##### ENTRIES SHOWN #####
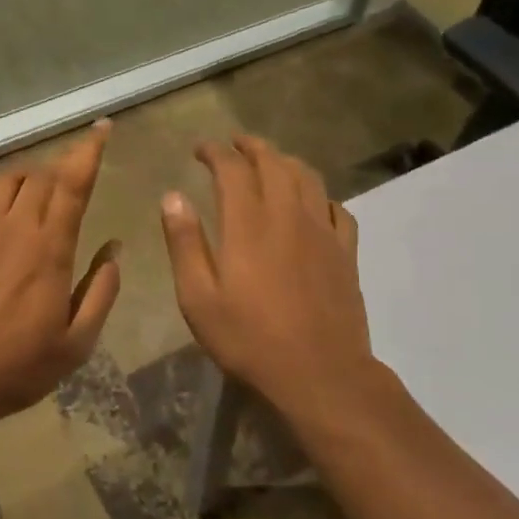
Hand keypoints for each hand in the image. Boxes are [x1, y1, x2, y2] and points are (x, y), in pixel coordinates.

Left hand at [0, 120, 121, 424]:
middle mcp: (12, 229)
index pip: (73, 184)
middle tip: (77, 170)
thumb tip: (114, 249)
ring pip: (7, 183)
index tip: (101, 126)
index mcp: (49, 249)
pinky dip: (3, 207)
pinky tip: (4, 236)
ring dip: (31, 178)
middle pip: (40, 175)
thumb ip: (101, 290)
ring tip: (42, 193)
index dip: (89, 151)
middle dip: (63, 164)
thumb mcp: (76, 342)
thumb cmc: (16, 368)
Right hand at [160, 136, 379, 422]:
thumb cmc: (250, 339)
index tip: (200, 149)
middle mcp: (289, 215)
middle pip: (274, 163)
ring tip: (271, 161)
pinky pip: (337, 209)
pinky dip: (320, 195)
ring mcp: (323, 232)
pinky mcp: (346, 252)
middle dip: (252, 146)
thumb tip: (172, 196)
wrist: (319, 373)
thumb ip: (185, 243)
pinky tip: (313, 203)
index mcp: (249, 224)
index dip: (215, 152)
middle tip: (235, 144)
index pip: (232, 169)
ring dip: (286, 161)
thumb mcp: (199, 298)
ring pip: (308, 178)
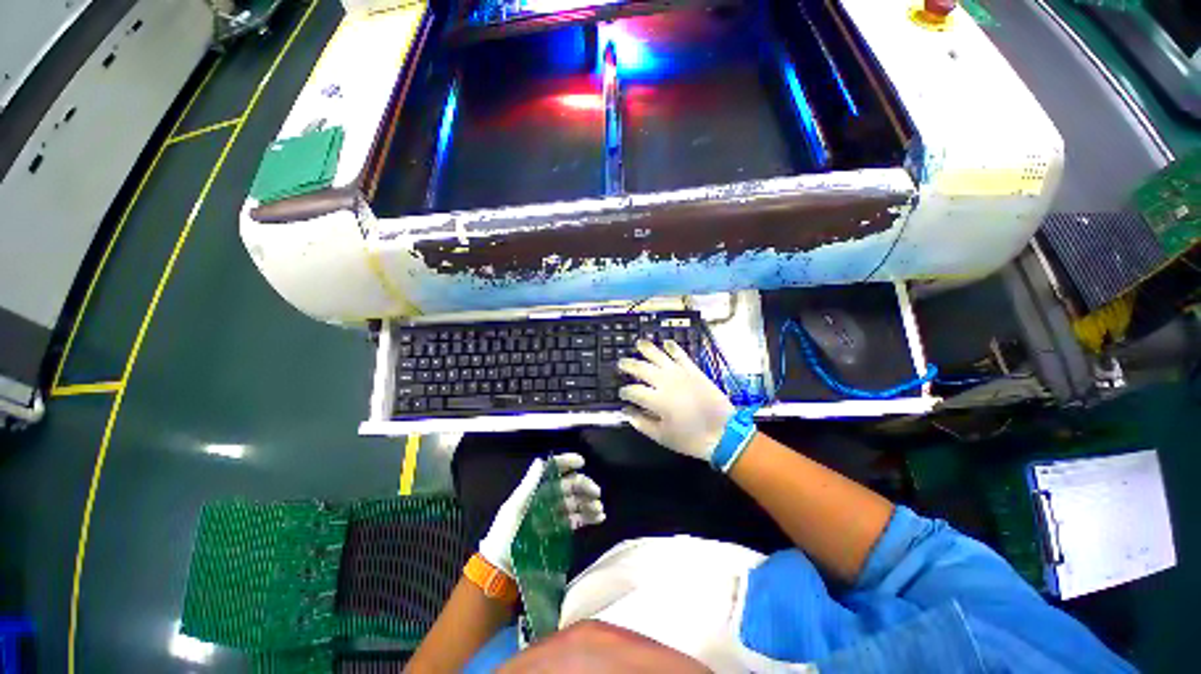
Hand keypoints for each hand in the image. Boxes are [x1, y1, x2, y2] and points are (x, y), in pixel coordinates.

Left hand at [478, 453, 604, 576]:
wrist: (502, 568)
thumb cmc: (506, 534)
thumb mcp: (515, 507)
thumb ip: (530, 483)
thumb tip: (541, 459)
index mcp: (536, 489)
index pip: (554, 469)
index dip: (567, 462)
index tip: (582, 462)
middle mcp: (547, 497)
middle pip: (569, 485)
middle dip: (584, 485)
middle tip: (596, 493)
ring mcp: (553, 513)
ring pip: (575, 501)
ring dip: (589, 502)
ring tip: (599, 509)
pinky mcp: (558, 529)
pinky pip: (576, 519)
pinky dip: (588, 517)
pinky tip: (598, 518)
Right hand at [618, 340, 735, 461]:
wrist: (724, 432)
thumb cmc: (691, 438)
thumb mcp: (662, 437)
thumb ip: (641, 423)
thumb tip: (626, 411)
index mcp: (656, 399)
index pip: (633, 390)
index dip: (625, 391)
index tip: (622, 393)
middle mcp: (665, 382)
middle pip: (641, 368)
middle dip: (628, 365)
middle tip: (621, 363)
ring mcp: (680, 373)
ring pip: (659, 356)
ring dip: (647, 349)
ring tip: (639, 343)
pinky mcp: (693, 370)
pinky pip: (681, 354)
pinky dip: (673, 347)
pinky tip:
#####
*PROBLEM STATEMENT*
Write the entries out again exactly as they appear, with the pictures omitted.

*RESULT OF THE EXERCISE*
Hand keypoints for each hand in the image. Boxes are [x1, y1, x2, y2] and points are (x, y), in pixel coordinates.

Left hand at [0, 120, 121, 424]:
middle mcp: (12, 229)
index pip: (73, 184)
middle tip: (77, 170)
thumb tip: (114, 249)
ring pip: (7, 183)
index tip: (101, 126)
index mcp: (49, 249)
pinky dip: (3, 207)
pinky tip: (4, 236)
ring dip: (31, 178)
middle pip: (40, 175)
thumb ip: (101, 290)
ring tip: (42, 193)
index dip: (89, 151)
middle dip: (63, 164)
thumb mcp: (76, 342)
thumb cmc: (16, 368)
Right hand at [160, 136, 379, 422]:
thumb cmc: (250, 339)
index tip: (200, 149)
middle mcp: (289, 215)
middle pip: (274, 163)
ring tip: (271, 161)
pinky pip: (337, 209)
pinky dip: (320, 195)
ring mcp: (323, 232)
pinky mcp: (346, 252)
middle dip: (252, 146)
thumb tip: (172, 196)
wrist: (319, 373)
thumb ip: (185, 243)
pinky tip: (313, 203)
index mcp: (249, 224)
index dip: (215, 152)
middle tip: (235, 144)
index pip: (232, 169)
ring dip: (286, 161)
thumb mcp: (199, 298)
ring pip: (308, 178)
Hand keypoints for each hand in the image. Boxes are [x1, y1, x2, y2] and points are (x, y), in pixel coordinates.

Left hand at [478, 453, 604, 576]:
wrist: (502, 568)
thumb cmc: (506, 534)
thumb mcp: (515, 507)
thumb ip: (530, 483)
thumb tip: (541, 459)
index mcp: (536, 489)
index pip: (554, 469)
index dip: (567, 462)
index tip: (582, 462)
middle mcp: (547, 497)
middle pip: (569, 485)
middle dip: (584, 485)
middle tip: (596, 493)
ring mcp: (553, 513)
ring pip: (575, 501)
ring dip: (589, 502)
ring tip: (599, 509)
pinky mcp: (558, 529)
pinky pip: (576, 519)
pinky dip: (588, 517)
pinky tip: (598, 518)
Right hand at [618, 340, 735, 461]:
wrist: (724, 432)
thumb cmc: (691, 438)
thumb mcp: (662, 437)
thumb ip: (641, 423)
thumb tip: (626, 411)
index mcp: (656, 399)
index pip: (633, 390)
index dip: (625, 391)
index tip: (622, 393)
middle mcp: (665, 382)
middle pip: (641, 368)
middle dip: (628, 365)
middle tip: (621, 363)
ring mcp: (680, 373)
ring pip: (659, 356)
ring dip: (647, 349)
ring tip: (639, 343)
pinky mcp: (693, 370)
pinky pip: (681, 354)
pinky dip: (673, 347)
pinky tip:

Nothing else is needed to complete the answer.